Wydaje się, że menedżerowie Premier League niczego się nie uczą. Już rok temu karma ukarała Chrisa Wildera i Sheffield za odrzucenie propozycji 5 zmian w ramach rozgrywek ligowych. Teraz z losem igra Patrick Vieira.

Żarty na bok, ale po raz kolejny spotykamy się w tym miejscu, niczym Asterix, Obelix i Panoramix w egipskim grobowcu. Podczas Projektu RESTART, czyli powrotu do gry w trakcie pandemii, Premier League wprowadziła zasadę 5 dostępnych zmian dla drużyn w trakcie meczu. Wynikało to oczywiście z kwarantann, chorób i gorszego przygotowania zawodników do gry w tak krótkich odstępach czasu.

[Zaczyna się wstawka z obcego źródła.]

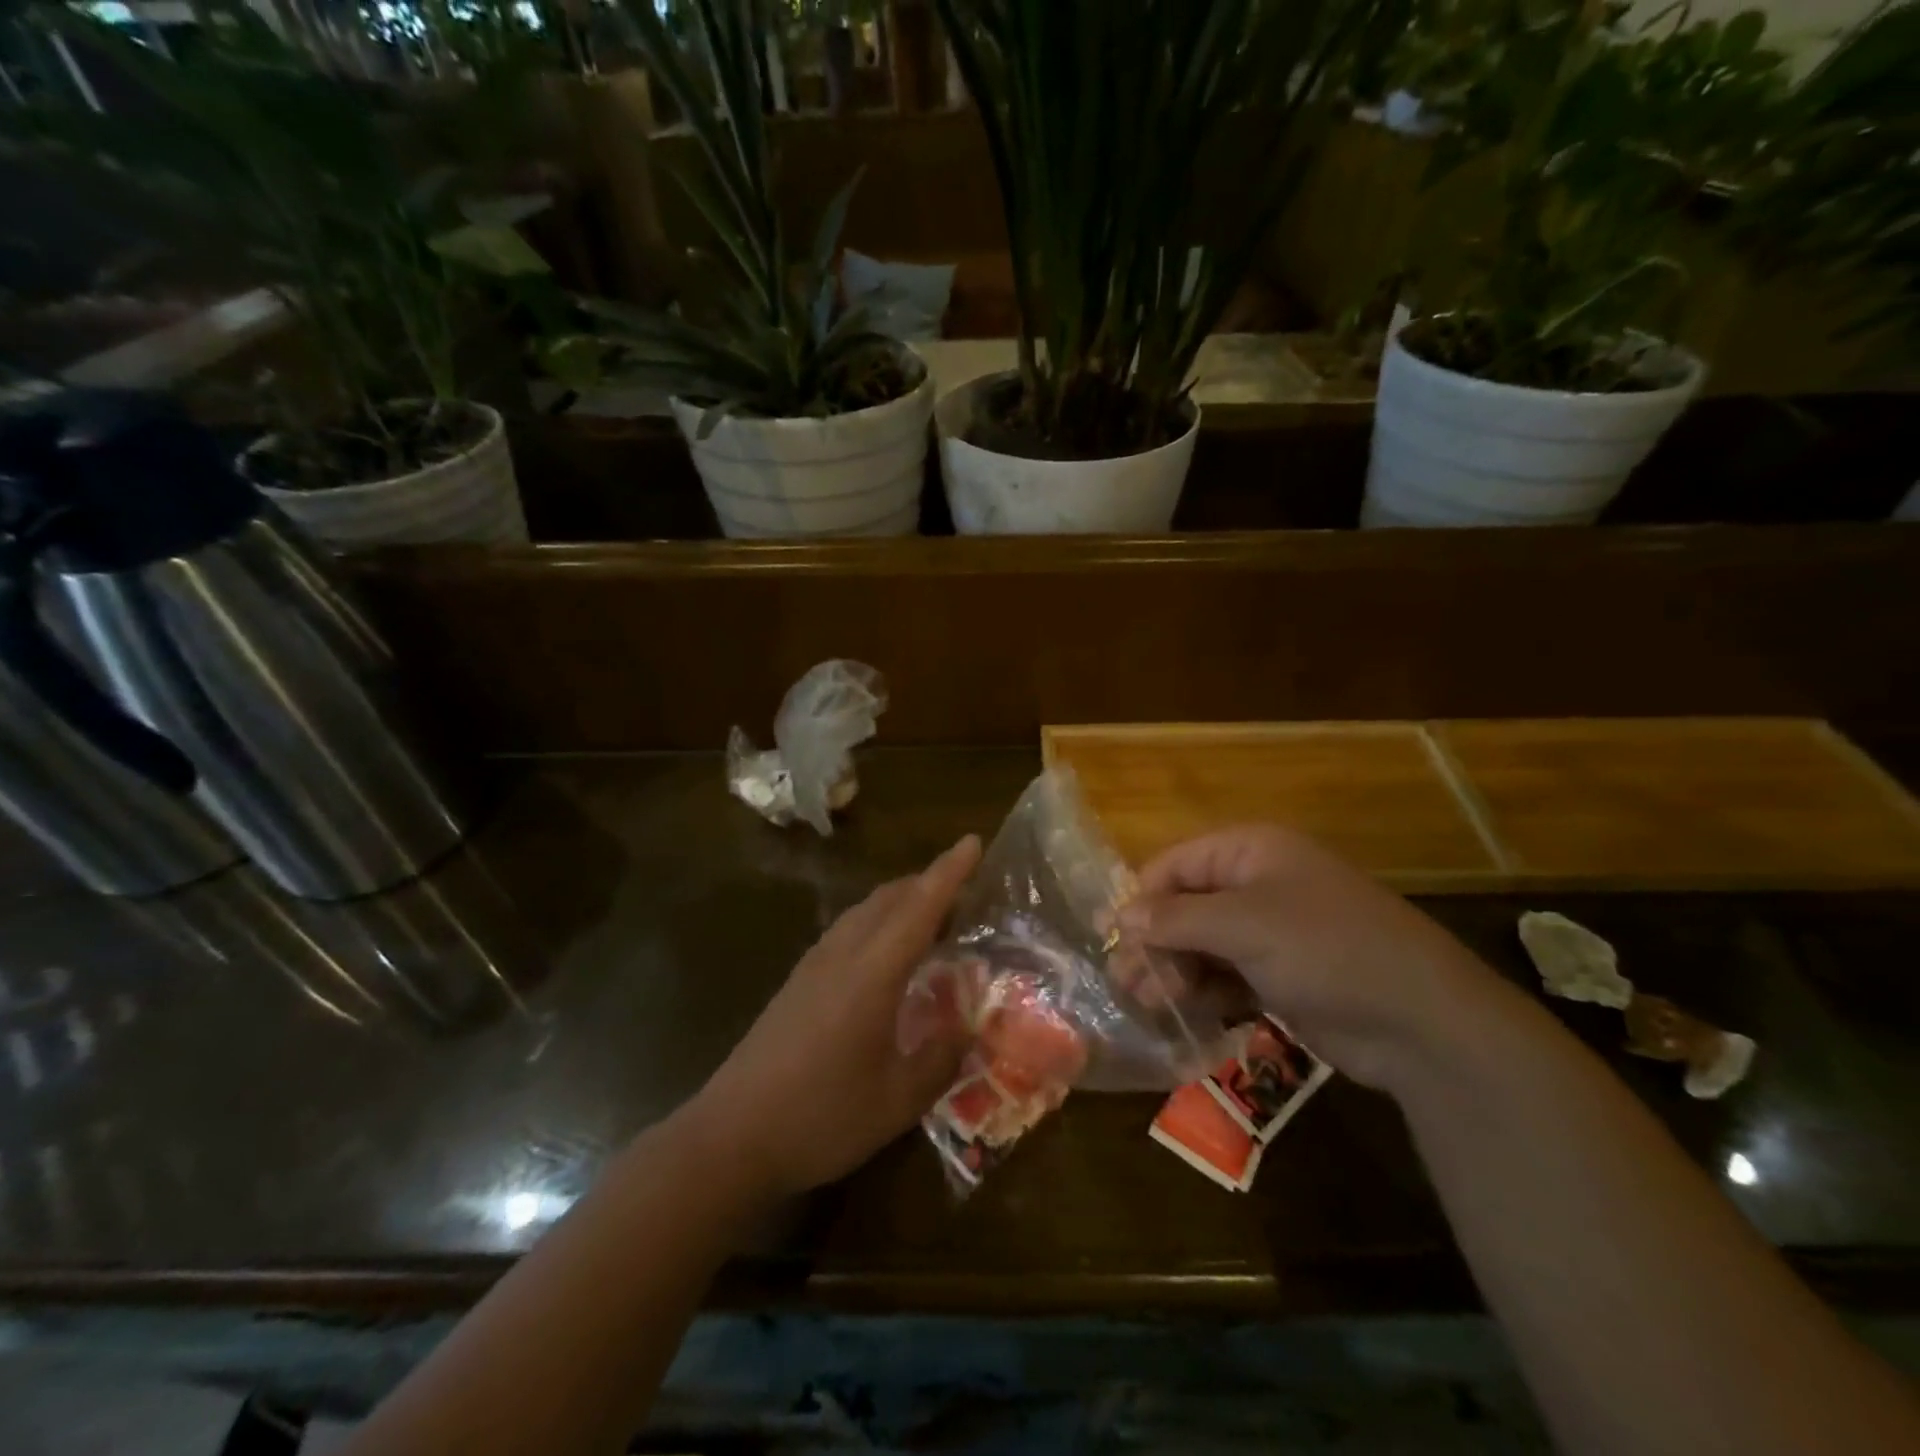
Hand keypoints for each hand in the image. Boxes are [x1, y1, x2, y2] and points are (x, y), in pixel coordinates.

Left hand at [691, 835, 981, 1198]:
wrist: (729, 1137)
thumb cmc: (820, 1118)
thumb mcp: (896, 1102)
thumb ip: (939, 1060)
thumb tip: (966, 1030)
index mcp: (871, 974)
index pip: (919, 908)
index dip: (949, 872)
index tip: (973, 842)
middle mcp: (842, 955)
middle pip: (889, 898)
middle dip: (928, 883)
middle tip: (966, 893)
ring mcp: (813, 966)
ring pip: (864, 911)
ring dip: (901, 901)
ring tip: (932, 919)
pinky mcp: (797, 982)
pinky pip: (847, 930)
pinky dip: (877, 922)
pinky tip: (886, 955)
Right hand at [1119, 826, 1513, 1091]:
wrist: (1420, 1021)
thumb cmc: (1325, 949)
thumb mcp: (1244, 925)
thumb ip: (1176, 919)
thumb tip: (1121, 917)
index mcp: (1252, 852)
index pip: (1176, 865)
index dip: (1141, 899)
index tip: (1111, 938)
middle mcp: (1259, 884)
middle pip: (1186, 907)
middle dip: (1155, 942)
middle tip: (1127, 983)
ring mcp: (1272, 932)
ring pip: (1203, 945)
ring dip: (1174, 971)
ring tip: (1150, 1004)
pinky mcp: (1282, 975)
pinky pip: (1227, 976)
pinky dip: (1204, 993)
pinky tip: (1183, 1015)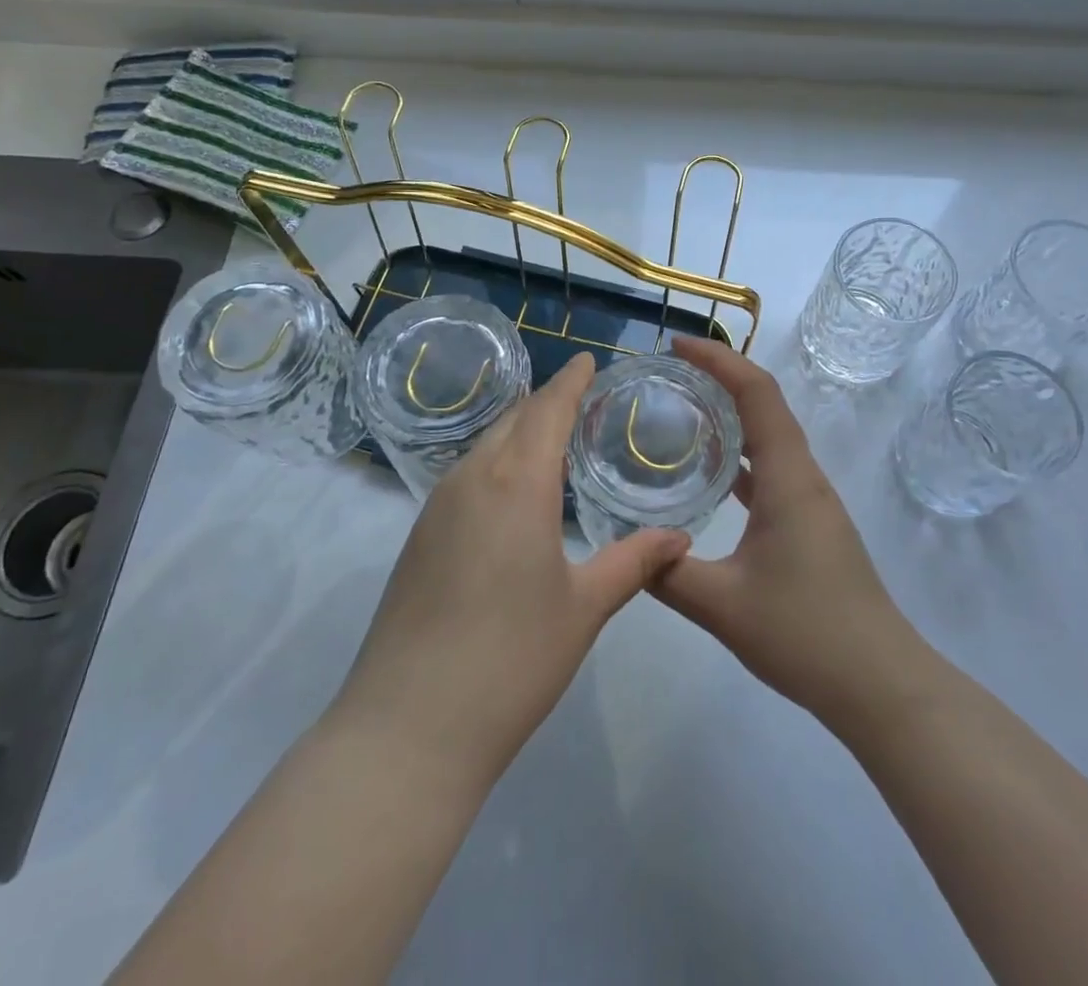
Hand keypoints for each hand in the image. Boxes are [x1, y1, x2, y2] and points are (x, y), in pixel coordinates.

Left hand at [333, 352, 688, 788]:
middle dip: (546, 402)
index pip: (547, 409)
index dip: (569, 381)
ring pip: (484, 446)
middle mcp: (471, 479)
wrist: (407, 727)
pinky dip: (496, 463)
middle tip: (581, 401)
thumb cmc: (511, 659)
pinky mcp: (418, 537)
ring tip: (552, 441)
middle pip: (513, 419)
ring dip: (518, 432)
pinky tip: (513, 494)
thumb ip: (634, 562)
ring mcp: (436, 507)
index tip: (587, 360)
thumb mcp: (585, 608)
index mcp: (517, 483)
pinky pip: (465, 476)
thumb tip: (680, 538)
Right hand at [653, 337, 927, 724]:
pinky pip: (771, 470)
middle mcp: (803, 477)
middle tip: (669, 374)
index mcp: (788, 477)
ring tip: (683, 410)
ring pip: (769, 437)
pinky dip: (740, 456)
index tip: (678, 346)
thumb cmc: (806, 634)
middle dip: (720, 378)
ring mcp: (810, 501)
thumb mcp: (723, 606)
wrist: (880, 684)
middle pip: (765, 405)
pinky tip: (710, 474)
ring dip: (731, 414)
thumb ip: (666, 574)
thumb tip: (626, 548)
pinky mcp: (810, 524)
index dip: (719, 359)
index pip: (757, 393)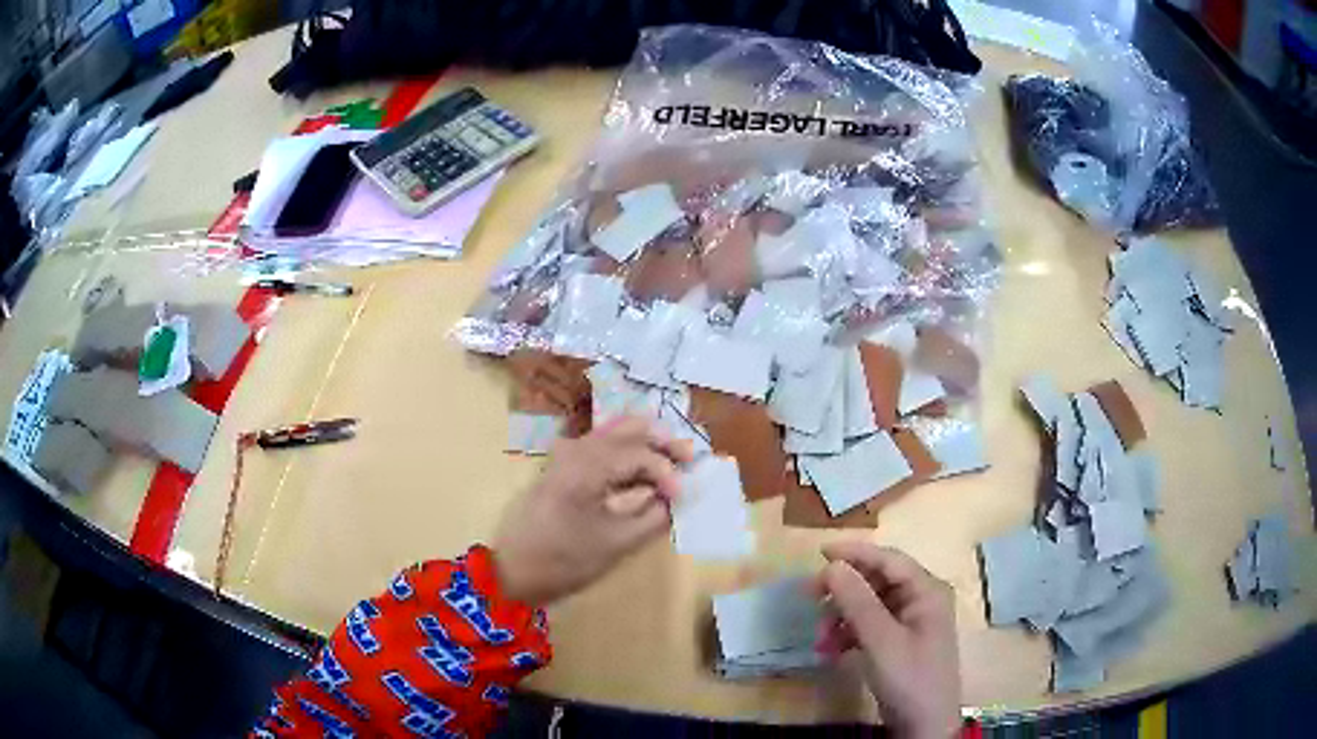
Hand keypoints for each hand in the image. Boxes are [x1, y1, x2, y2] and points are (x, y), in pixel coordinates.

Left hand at [492, 415, 692, 607]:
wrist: (513, 569)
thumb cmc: (564, 561)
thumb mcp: (616, 544)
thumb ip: (653, 517)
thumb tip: (677, 498)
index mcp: (586, 466)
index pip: (640, 454)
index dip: (668, 473)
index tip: (683, 497)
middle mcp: (576, 448)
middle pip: (629, 427)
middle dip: (663, 440)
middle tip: (691, 458)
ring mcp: (567, 452)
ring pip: (617, 432)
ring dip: (648, 442)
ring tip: (675, 461)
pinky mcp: (564, 463)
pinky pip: (604, 445)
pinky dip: (630, 451)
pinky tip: (646, 469)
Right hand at [813, 542, 960, 738]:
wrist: (923, 724)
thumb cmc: (909, 677)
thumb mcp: (881, 640)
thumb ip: (857, 601)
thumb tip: (832, 565)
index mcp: (926, 591)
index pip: (888, 559)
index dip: (854, 553)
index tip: (818, 553)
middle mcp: (921, 600)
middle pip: (877, 581)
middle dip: (844, 592)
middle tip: (811, 599)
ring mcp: (910, 622)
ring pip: (869, 605)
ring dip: (842, 618)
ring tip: (820, 639)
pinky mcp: (899, 643)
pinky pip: (870, 627)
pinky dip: (849, 634)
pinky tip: (831, 650)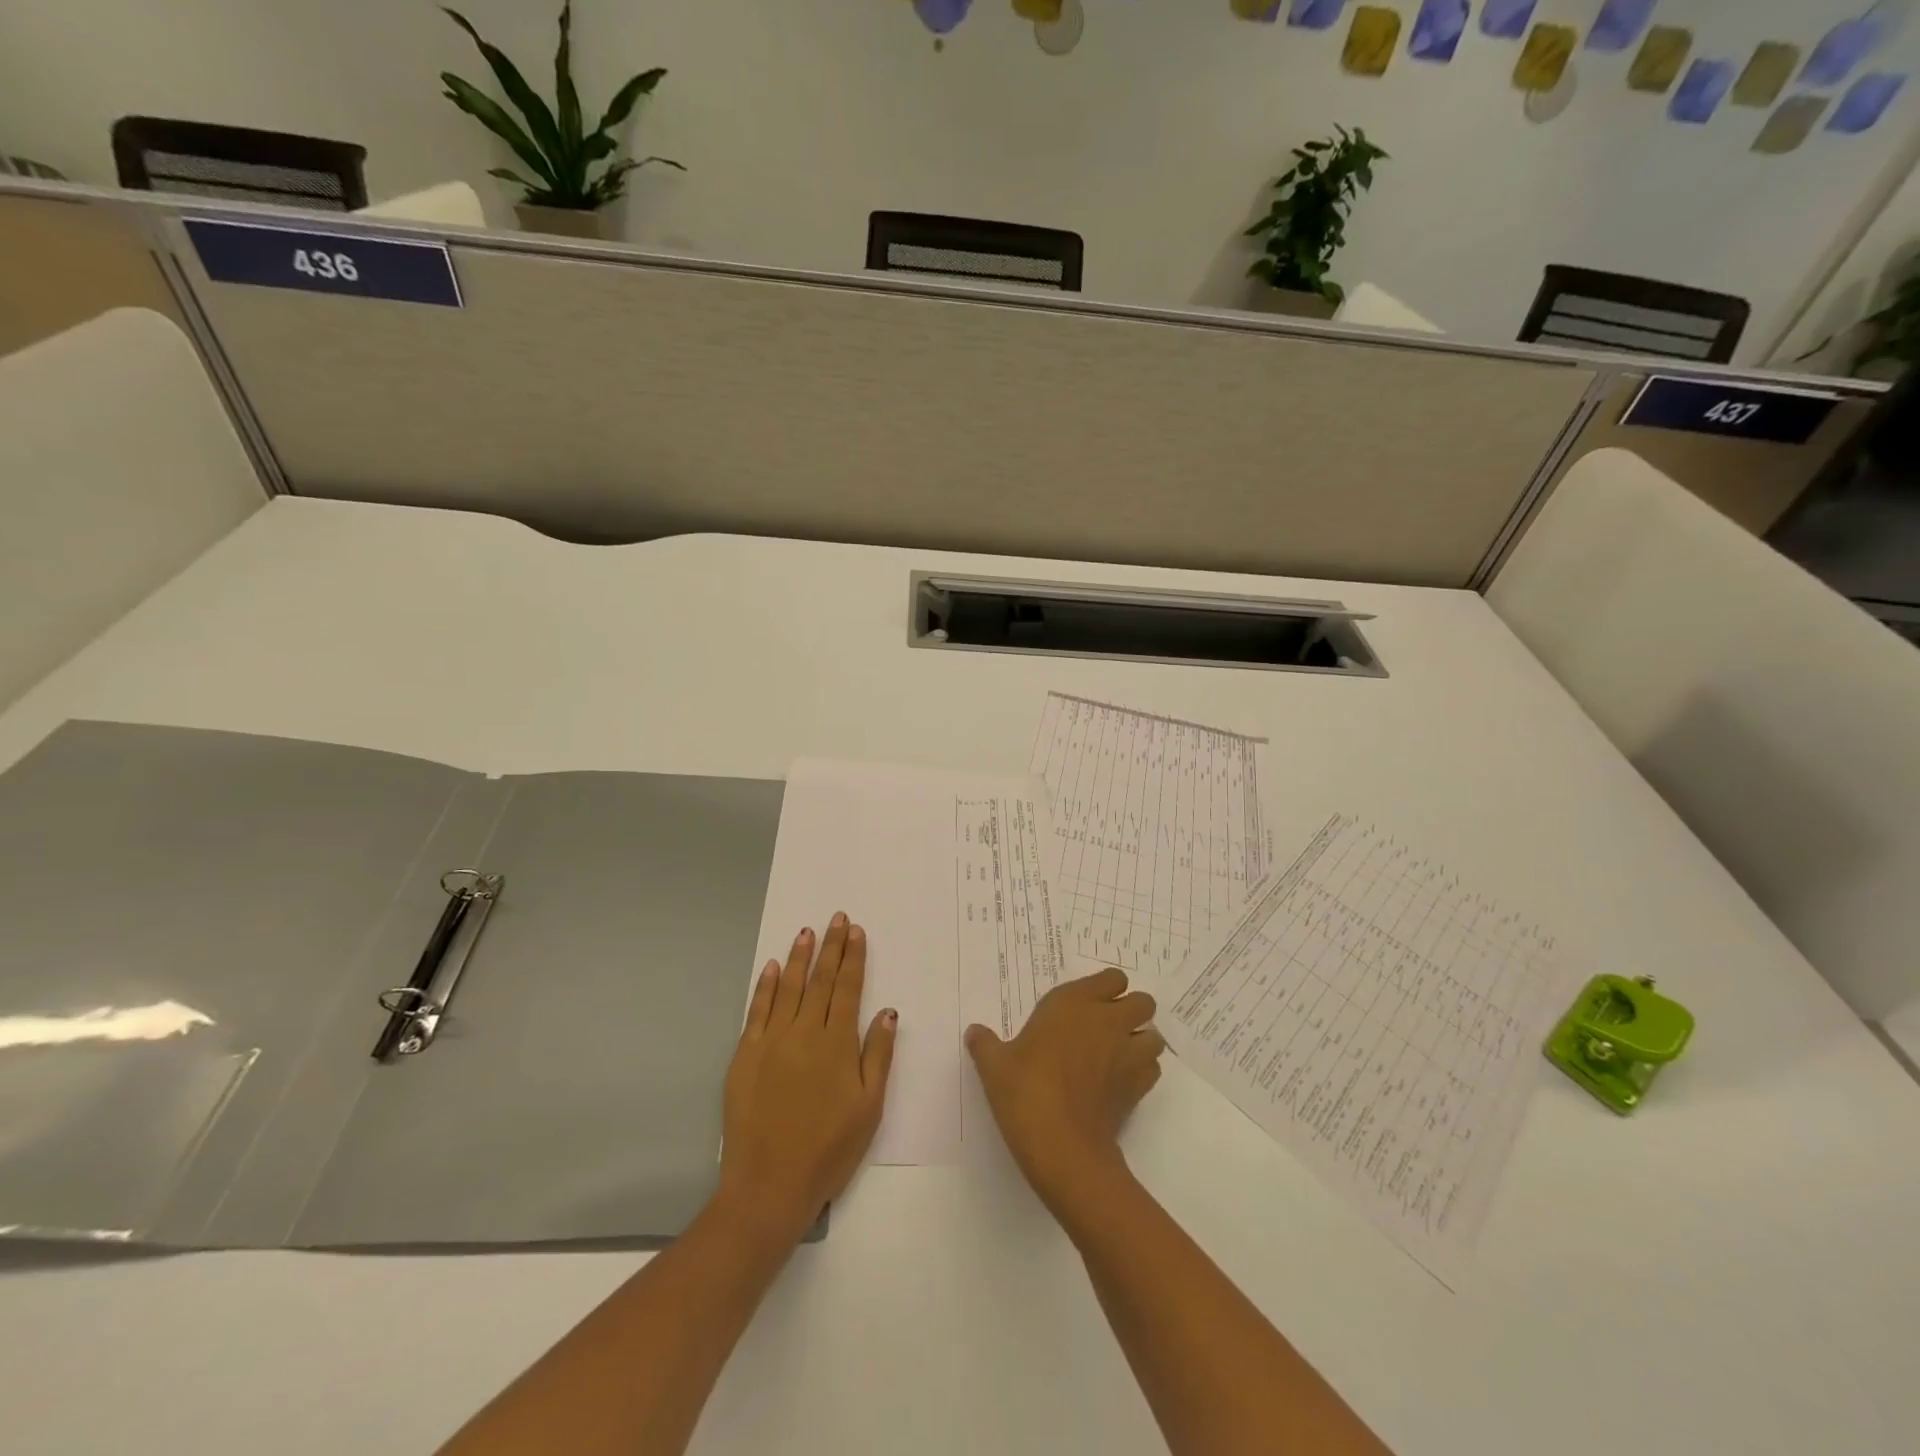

Najlepsze ligi europejskie utrzymały tę zasadę w kolejnym, regularnie już rozgrywanym sezonie. Wydawało się to całkiem logiczne – jesień 2020 i zima 2021 były wciąż dość burzliwe pod kątem pandemicznym. Wielu zawodników wylatywało ze składów przez pozytywne testu, wielu chorowało, a krótszy presezon przyczyniał się do podatności na kontuzje.

Tym większe było nasze zdziwienie, gdy w Premier League nie wprowadzono opcji przeprowadzania 5 zmian w meczu. Okazało się wówczas, że kilka klubów z dołu tabeli odrzuciło tę propozycję. Z możliwości veta skorzystały wówczas między innymi Sheffield United oraz Crystal Palace. Jak to tłumaczono? Wielkie kluby mają dużo szerszy skład, więc mogą wprowadzić do gry jeszcze lepszych zawodników, podczas gdy „maluczcy” nie mają kim straszyć z ławki.

Niby rewolucja, a Vieira jak Hodgson

Jednym z zagorzałych przeciwników wprowadzenia 5 zmian był Roy Hodgson. Z jednej strony trudno mu się dziwić, bo gdy on z ławki straszył Tyrickiem Mitchellem, Maxem Meyerem czy Joelem Wardem, a Guardiola mógł wpuścić Fodena, Bernardo czy Jesusa… Z drugiej strony, ciągłe kontuzje mięśniowe np. Wilfrieda Zahy mogły mu dać do myślenia.

Chociaż Palace przechodzi kompletną rewolucję kadrową, a Vieira nadaje im także zupełnie inny styl, francuski menedżer pozostaje wierny akurat tym ideałom Roya Hodgsona.

Jeśli patrzysz na zmiany w zasadach, które mają poprawić grę, zwiększenie liczby możliwych rezerwowych nie jest fair.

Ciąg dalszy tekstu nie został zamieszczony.